TASK STATEMENT: Search the material for "edges" and show all lines that contain it.
━━━━━ DATA SECTION ━━━━━
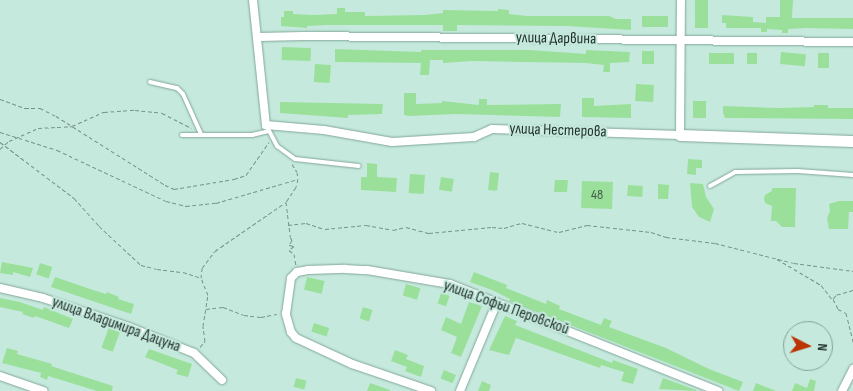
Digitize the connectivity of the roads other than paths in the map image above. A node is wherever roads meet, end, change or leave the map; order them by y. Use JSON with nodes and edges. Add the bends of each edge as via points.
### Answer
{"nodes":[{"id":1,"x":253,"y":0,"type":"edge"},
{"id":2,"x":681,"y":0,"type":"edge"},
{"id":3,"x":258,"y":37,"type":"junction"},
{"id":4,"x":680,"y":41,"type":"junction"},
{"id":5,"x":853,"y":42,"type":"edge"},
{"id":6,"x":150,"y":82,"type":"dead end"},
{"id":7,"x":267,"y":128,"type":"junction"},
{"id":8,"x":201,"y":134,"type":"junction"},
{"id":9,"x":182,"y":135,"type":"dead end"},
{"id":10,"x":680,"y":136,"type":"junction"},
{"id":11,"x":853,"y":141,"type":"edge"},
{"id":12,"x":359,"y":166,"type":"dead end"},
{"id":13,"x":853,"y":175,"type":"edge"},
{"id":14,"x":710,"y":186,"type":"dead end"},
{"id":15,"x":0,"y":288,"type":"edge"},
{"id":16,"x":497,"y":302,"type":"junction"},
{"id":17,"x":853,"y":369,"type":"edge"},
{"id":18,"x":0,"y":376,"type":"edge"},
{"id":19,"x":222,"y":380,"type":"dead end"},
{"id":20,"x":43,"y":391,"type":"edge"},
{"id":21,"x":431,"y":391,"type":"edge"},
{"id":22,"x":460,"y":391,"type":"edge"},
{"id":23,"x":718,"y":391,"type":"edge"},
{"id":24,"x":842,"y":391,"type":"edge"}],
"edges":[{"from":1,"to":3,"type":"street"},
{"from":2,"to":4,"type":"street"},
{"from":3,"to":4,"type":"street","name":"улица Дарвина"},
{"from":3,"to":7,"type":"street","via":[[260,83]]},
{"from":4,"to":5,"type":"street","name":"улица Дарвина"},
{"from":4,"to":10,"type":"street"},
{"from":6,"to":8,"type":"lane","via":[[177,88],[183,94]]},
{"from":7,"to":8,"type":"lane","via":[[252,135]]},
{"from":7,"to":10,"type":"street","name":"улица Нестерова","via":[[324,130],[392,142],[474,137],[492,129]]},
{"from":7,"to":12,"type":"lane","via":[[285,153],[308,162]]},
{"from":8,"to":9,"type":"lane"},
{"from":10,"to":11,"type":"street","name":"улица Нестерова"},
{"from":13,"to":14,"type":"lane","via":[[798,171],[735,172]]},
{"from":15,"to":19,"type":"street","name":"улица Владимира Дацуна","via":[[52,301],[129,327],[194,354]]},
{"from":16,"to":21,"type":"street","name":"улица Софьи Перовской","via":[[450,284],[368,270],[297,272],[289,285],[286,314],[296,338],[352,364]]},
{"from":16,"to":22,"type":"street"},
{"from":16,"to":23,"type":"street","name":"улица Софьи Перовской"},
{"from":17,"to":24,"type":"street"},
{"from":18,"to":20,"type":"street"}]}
━━━━━
THE COMPLETED TASK:
Digitize the connectivity of the roads other than paths in the map image above. A node is wherever roads meet, end, change or leave the map; order them by y. Use JSON with nodes and edges. Add the bends of each edge as via points.
"edges":[{"from":1,"to":3,"type":"street"},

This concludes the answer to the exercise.